Metadata-Version: 2.4
Name: ScientificMicroservices
Version: 1.0.1
Summary: Easily call the APIs by Scientific Microservices. Requires an API key to be registered (currently via RapidAPI)
Author-email: Jegar Pitchforth <jegar@scientificmicroservices.com>, Jac Davis <jac@scientificmicroservices.com>
Maintainer-email: Jegar Pitchforth <jegar@scientificmicroservices.com>
License-Expression: MIT
Project-URL: Homepage, https://github.com/jegar-p/py-ScientificMicroservices
Project-URL: Issues, https://github.com/jegar-p/py-ScientificMicroservices/issues
Classifier: Programming Language :: Python :: 3
Classifier: Operating System :: OS Independent
Requires-Python: >=3.9
Description-Content-Type: text/markdown
License-File: LICENSE
Dynamic: license-file

# Scientific Microservices Python Wrapper

This Python module provides a simple interface to the APIs offered by [Scientific Microservices](https://scientificmicroservices.com/how-it-works).
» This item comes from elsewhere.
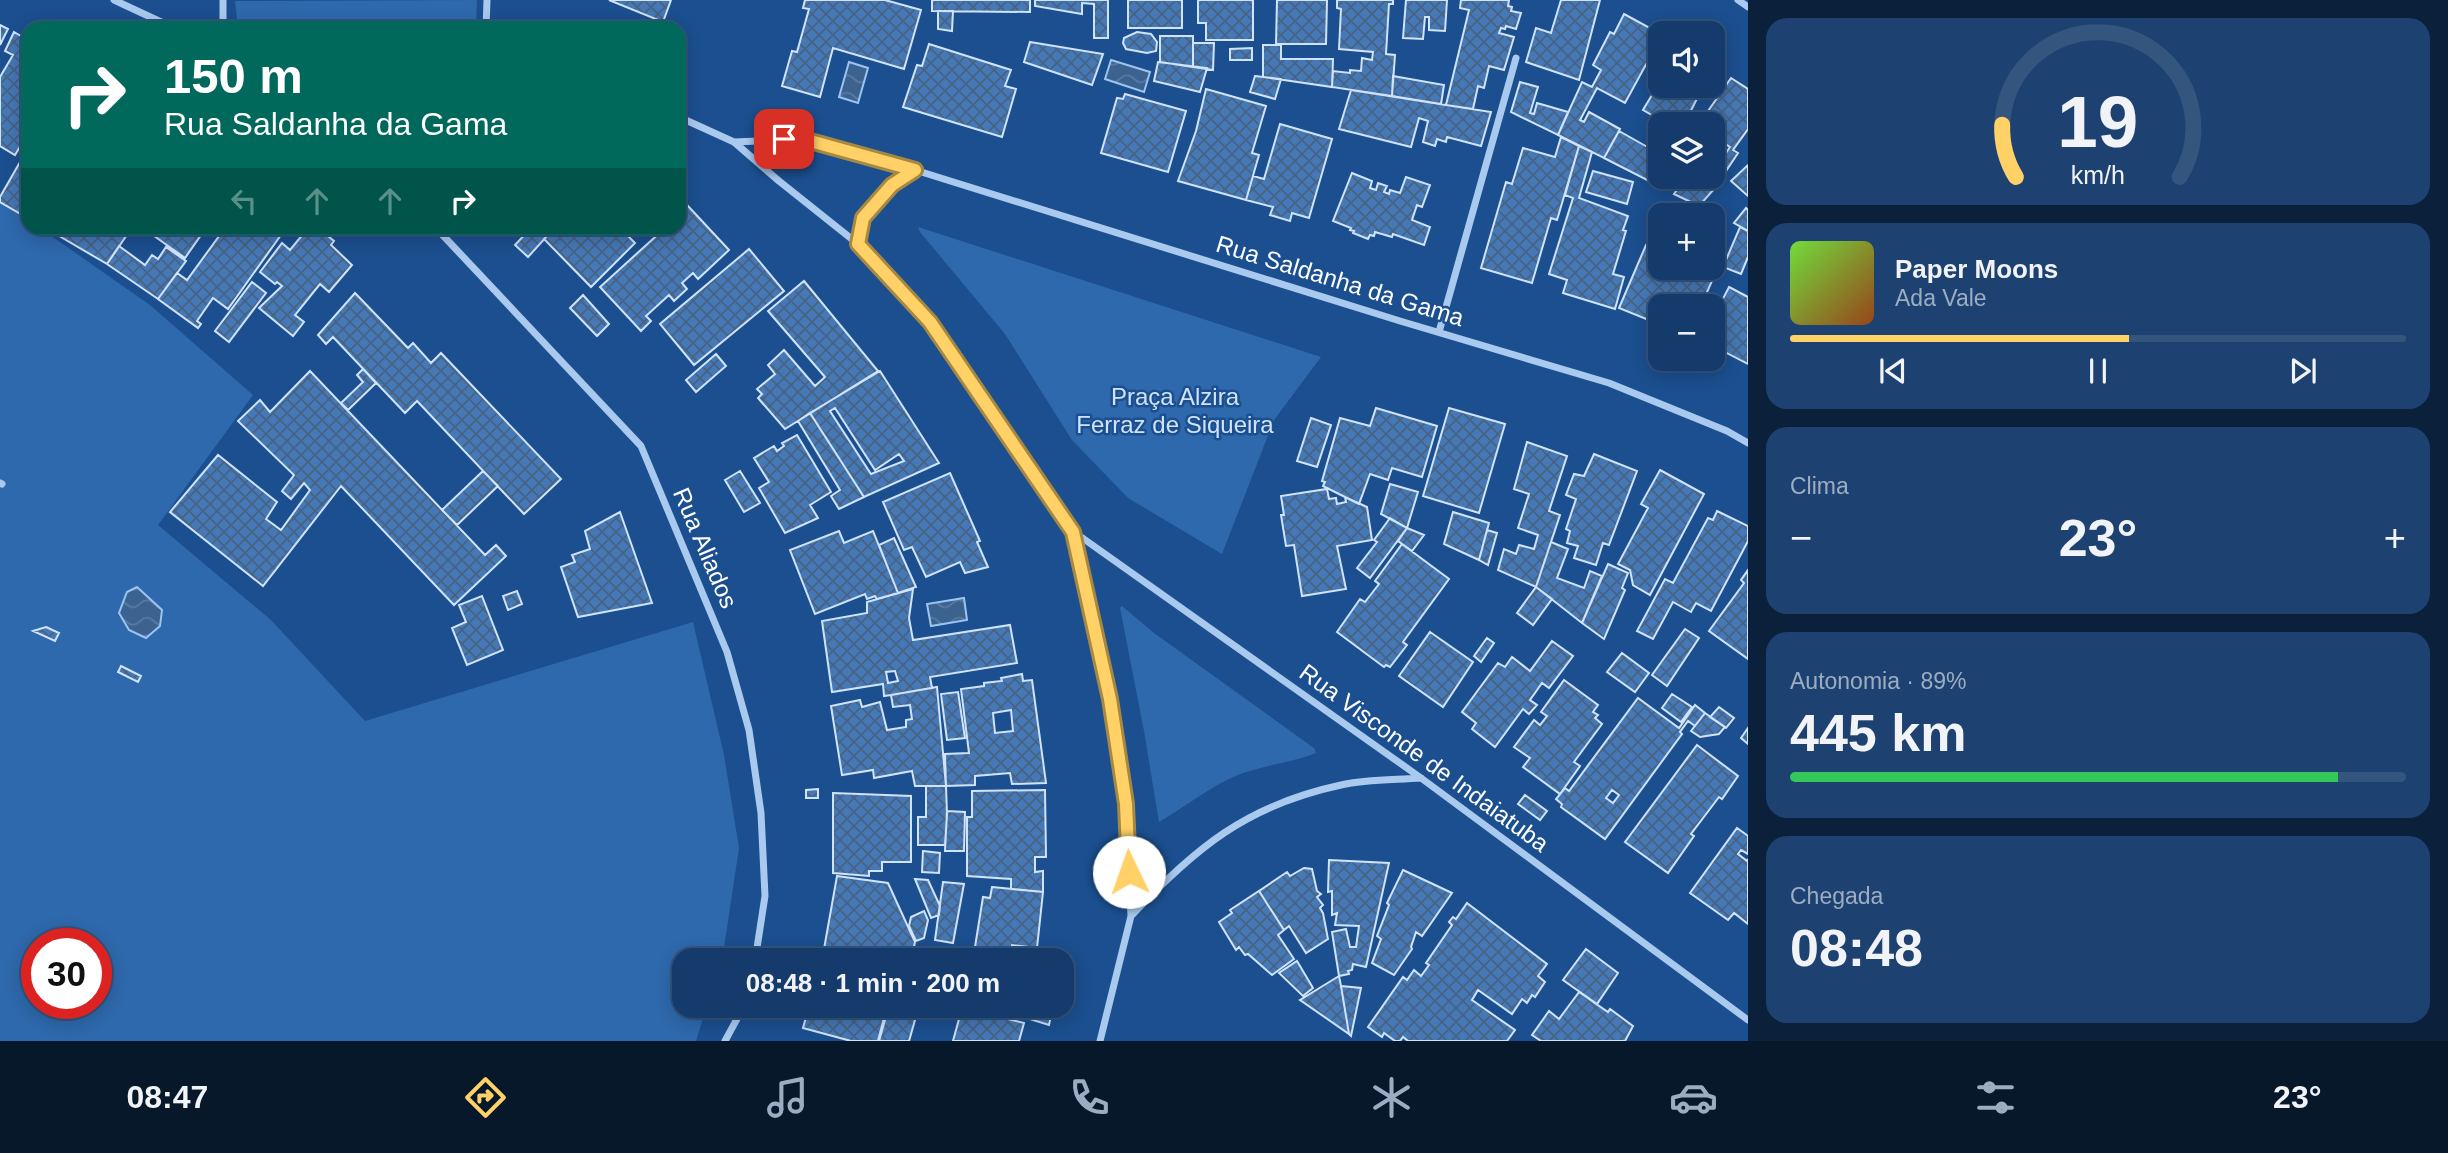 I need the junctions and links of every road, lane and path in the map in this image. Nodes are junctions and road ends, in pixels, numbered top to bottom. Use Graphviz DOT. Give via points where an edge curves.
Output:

These APIs deliver lightweight, cloud-hosted scientific models designed for rapid data analysis and preprocessing.

## Features

- **Simple Interface** – Invoke scientific models with minimal code.
- **Fast Responses** – Get results in milliseconds.
- **Chainable APIs** – Combine multiple APIs for advanced workflows.
- **Stateless Operations** – Each call is independent.
- **Secure Communication** – All data is transmitted over secure protocols.

## Installation

Install the package using pip:

```bash
pip install ScientificMicroservices
```

Usage
Here's a basic example of how to use the wrapper:

```python
from ScientificMicroservices import DetectOutliers
# Initialize the API client
api_key = os.environ("api_key")

# Define the input data
input_data = [1, 2, 4, 5, 40, 3, 5, 6]

# Call the API
outliers = DetectOutliers(input_data, api_key)

# Process the response
print(response)

```
Replace DetectOutliers with the specific API you wish to use and adjust the input_data accordingly.

## Documentation

For detailed information on available models and their parameters, please refer to the README on the Rapid product page of the relevant API.

## Contributing

Contributions are welcome! If you'd like to improve this wrapper or add support for additional models, please fork the repository and submit a pull request.

## License
 This project is licensed under the MIT License - see the LICENSE file for details.